I hear the swish of sock against fake leather. I turn to see the little foot and knee join the other one on top of the glider’s foot rest. The foot rest rocks just like the chair, and he throws his toddler hands forward to catch himself on the coffee table. Then the knee rises again, and he crawls up to the top of the table, looking terribly pleased with himself. It’s when he stands up on the table that I rush over with my “No, No’s” and plop him back on the ground.

How do I make sure he’s safe? How about in five minutes?

When I was a teenager, I read a book called “Jesus Freaks.” It’s a collection of true stories about people who died because they wouldn’t deny Christ. I asked God to give me that kind of heart, being willing to lay down my life for the sake of the gospel. Later, I copied down a prayer by a martyr named Betty Stam who was a missionary to China.

John_et_Betty_Stam

I Give by Betty Stam
Lord, I give up all my own plans and purposes,
All my own desires and hopes,
And I accept Thy will for my life.
I give myself, my life, my all
Utterly to Thee to be Thine forever.
Fill me and seal me with Thy Holy Spirit.
Use me as Thou wilt, send me where Thou wilt.
And work out Thy whole will in my life, at any cost, 
Now and forever.”

When I got married, I was faced with the question, “Would I continue to trust God if He took my husband away through some disease or accident?”

A few years later, another precious relationship came into my life. When I left the hospital with Isaiah, Christopher and I looked at each other like, “Are they really going to let us walk out of this building without having any previous parenting experience? What if something happens to him?” We’d listen closely to the monitor at night, trying to hear his tiny breaths. It was yet another reminder of my lack of control in this world.

Recently, I thought about how many times the Lord probably has saved me from situations when I wasn’t even aware I was in danger, like in a close call while driving.

A few years ago, a missionary to Turkey challenged us to give our spouses and children to the Lord in the same way we had given ourselves to Him.

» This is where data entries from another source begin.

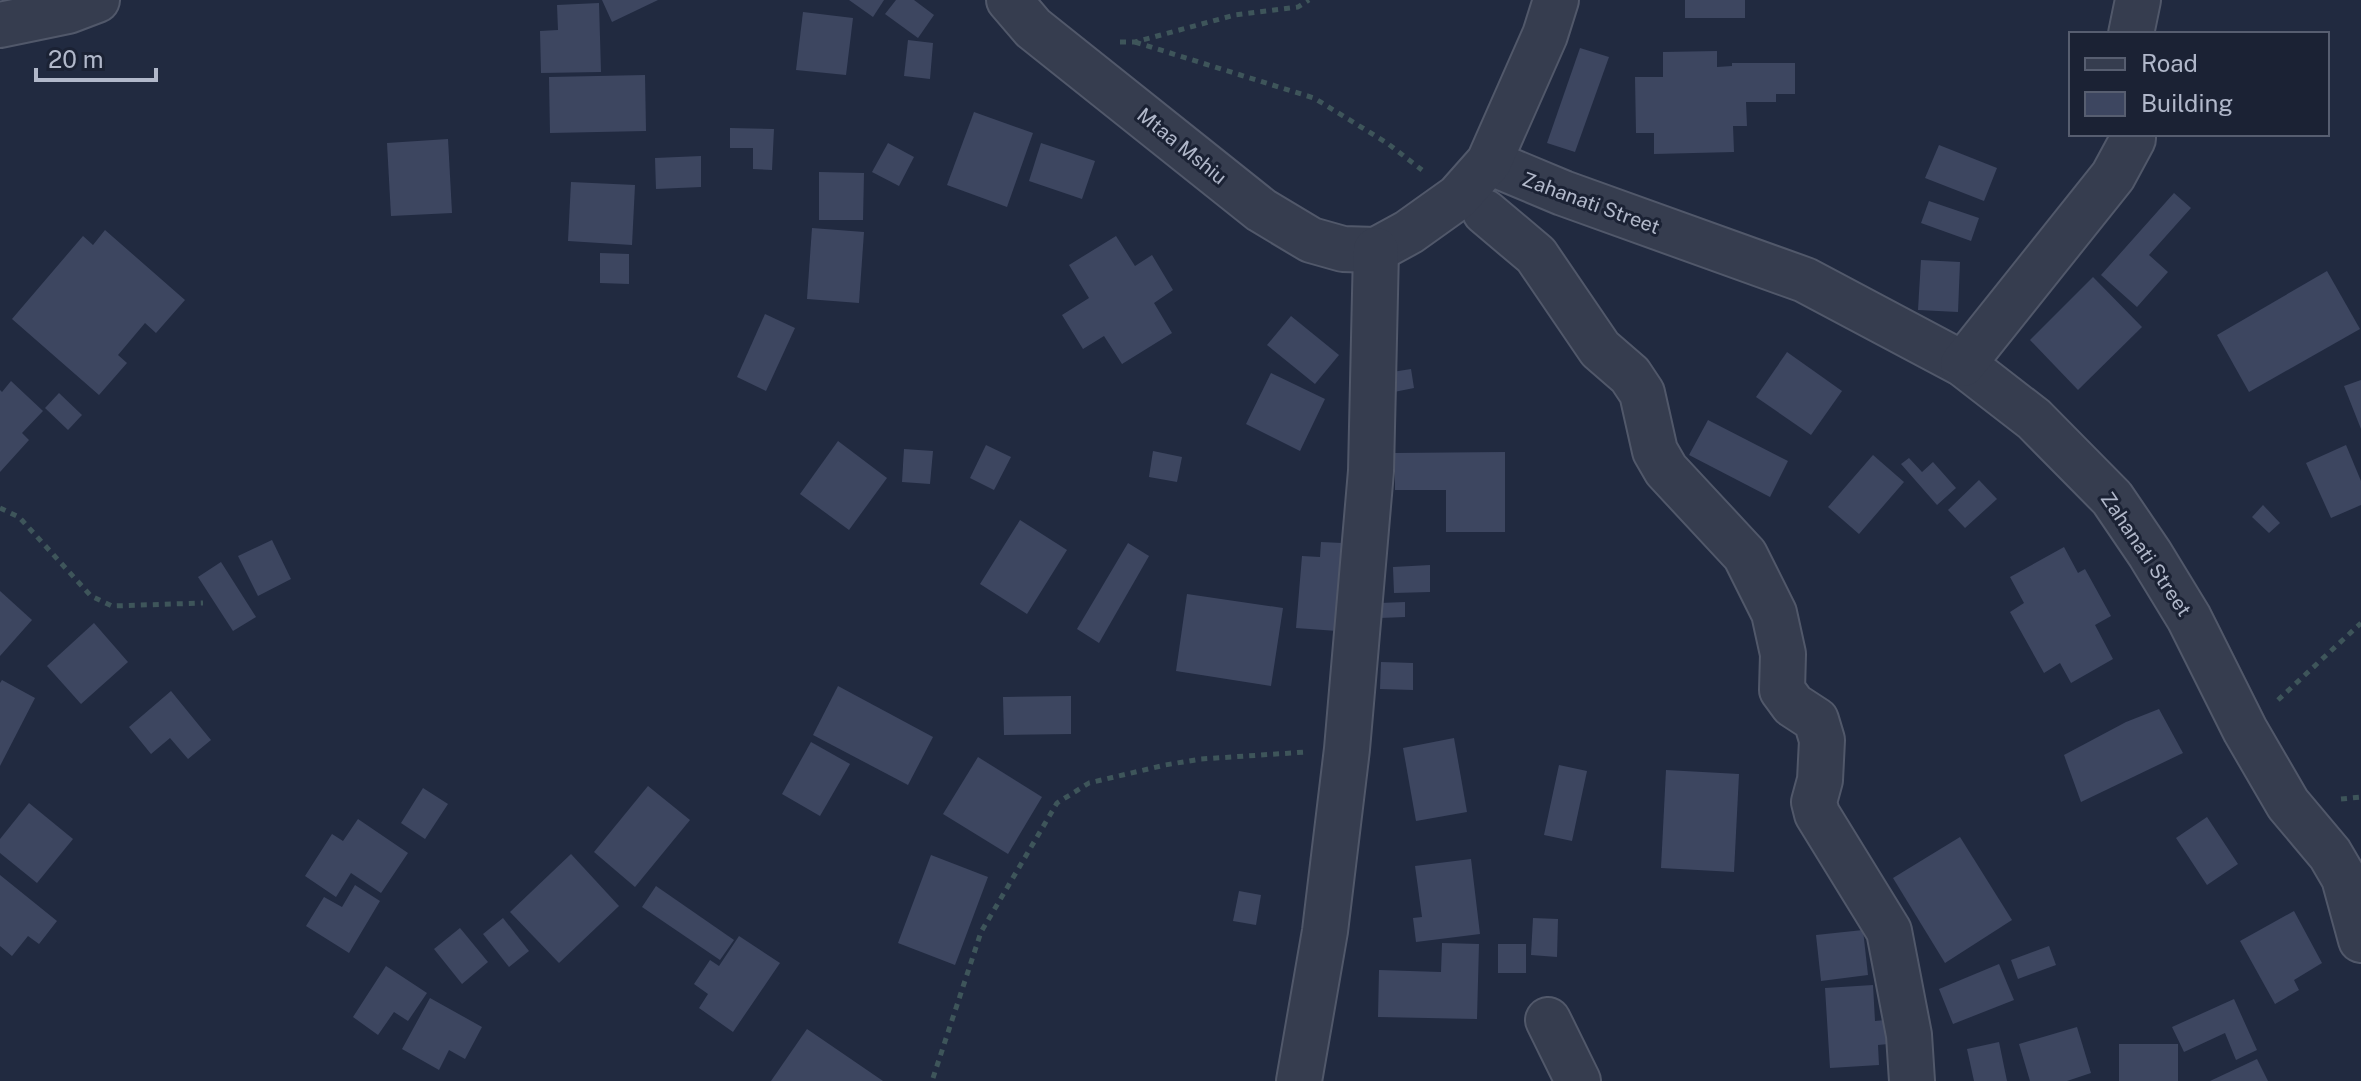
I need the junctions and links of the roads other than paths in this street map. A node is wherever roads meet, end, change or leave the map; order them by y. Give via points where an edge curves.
1 (97, 0) edge
2 (1009, 0) edge
3 (1556, 0) edge
4 (2138, 0) edge
5 (0, 25) edge
6 (2131, 32) edge
7 (2133, 136) edge
8 (1489, 162) junction
9 (1563, 193) junction
10 (1472, 204) junction
11 (1393, 241) junction
12 (1963, 364) junction
13 (2361, 940) edge
14 (1548, 1020) dead end
15 (1299, 1081) edge
16 (1578, 1081) edge
17 (1912, 1081) edge

1 - 5 street
2 - 11 street, Mtaa Mshiu via 1033,28 1261,210 1311,240 1343,249
3 - 8 street
4 - 6 street
7 - 12 street via 2113,176
8 - 9 street, Zahanati Street
8 - 10 street
9 - 10 street, Mtaa Mshiu
9 - 12 street, Zahanati Street via 1805,280
10 - 11 street, Mtaa Mshiu
10 - 17 street via 1536,255 1600,349 1630,375 1642,393 1655,451 1666,470 1745,555 1774,613 1785,698 1816,720 1822,740 1817,814 1889,931 1909,1035
11 - 15 street via 1347,749 1325,931
12 - 13 street, Zahanati Street via 2034,419 2112,498 2189,618 2288,804 2344,878
14 - 16 street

It’s the idea that no matter what happens, I’m going to declare I serve a good God who knows how to perfectly care for His children (even in a sin-stained world).

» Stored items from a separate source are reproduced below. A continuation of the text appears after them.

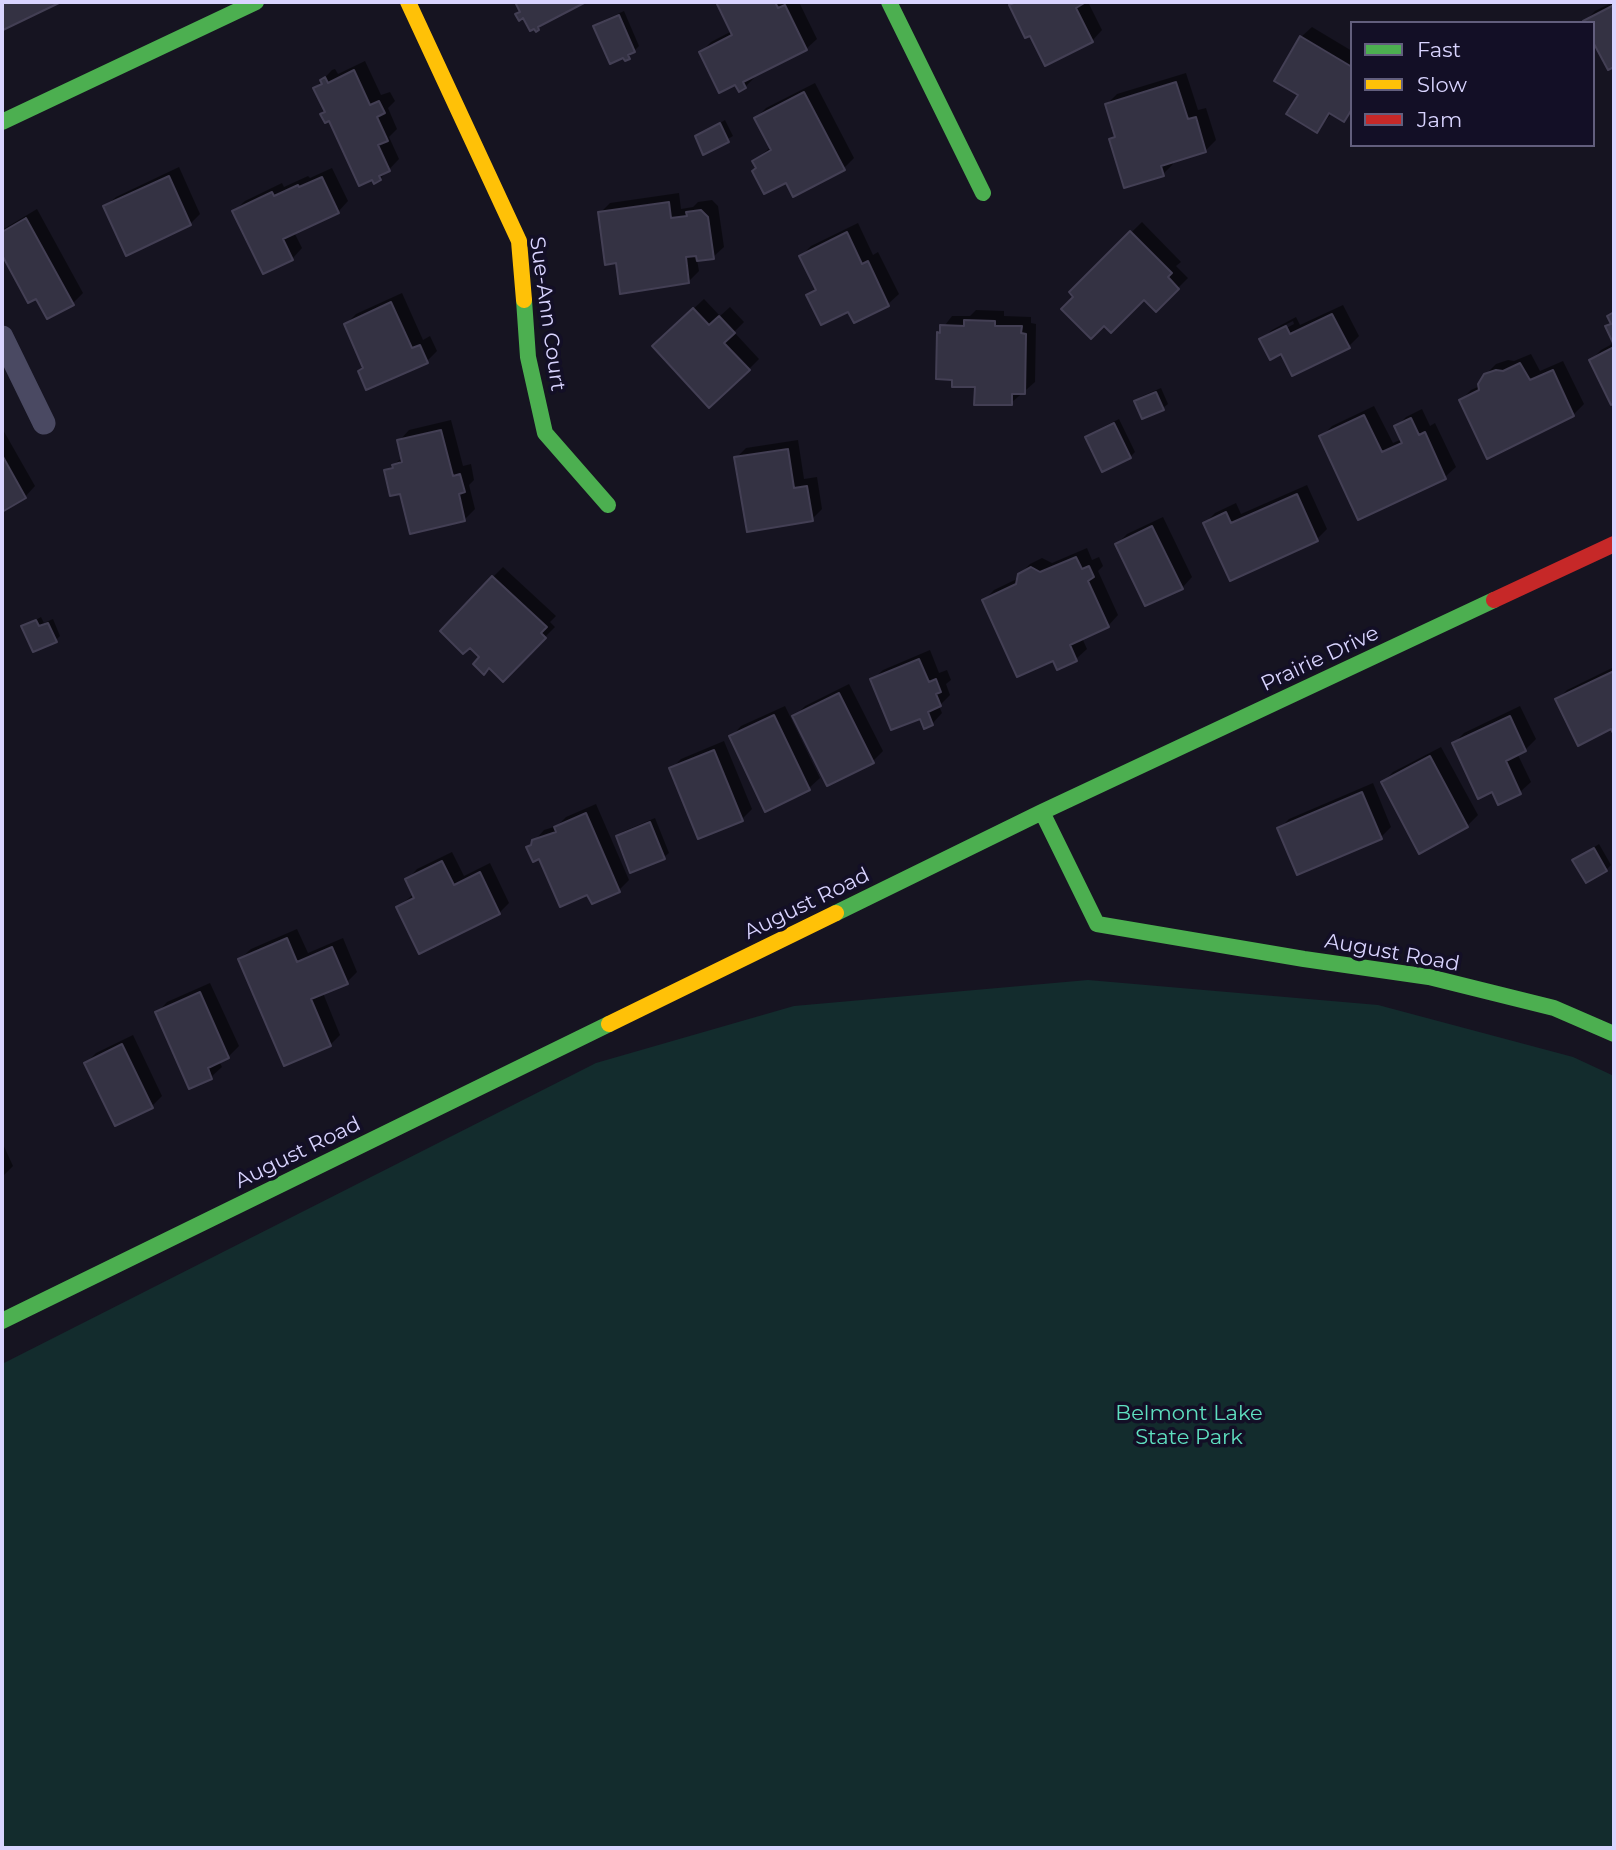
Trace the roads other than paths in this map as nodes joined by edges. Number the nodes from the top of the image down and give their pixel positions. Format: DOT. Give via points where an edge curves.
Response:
graph roads {
  1 [pos="256,2"];
  2 [pos="408,2"];
  3 [pos="889,2"];
  4 [pos="2,122"];
  5 [pos="983,193"];
  6 [pos="2,337"];
  7 [pos="44,423"];
  8 [pos="608,505"];
  9 [pos="1614,544"];
  10 [pos="1042,812"];
  11 [pos="1614,1034"];
  12 [pos="2,1321"];
  1 -- 4 [label="street"];
  2 -- 8 [label="street, Sue-Ann Court" via="519,241 528,358 545,433"];
  3 -- 5 [label="street"];
  6 -- 7 [label="lane"];
  9 -- 10 [label="street, Prairie Drive"];
  10 -- 11 [label="street, August Road" via="1097,924 1429,977 1554,1008"];
  10 -- 12 [label="street, August Road"];
}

I appreciated this song by Shane and Shane called “Though You Slay Me” as I continue to see the suffering sin causes. Pastor John Piper is also featured in the video.

My son is not mine. He is a soul and body God has entrusted to me. I want to do the best job I can while leaving the ultimate safety and care to the One in charge of the universe.

Was there a time when you were made aware of God’s protection? I’d love to hear about it.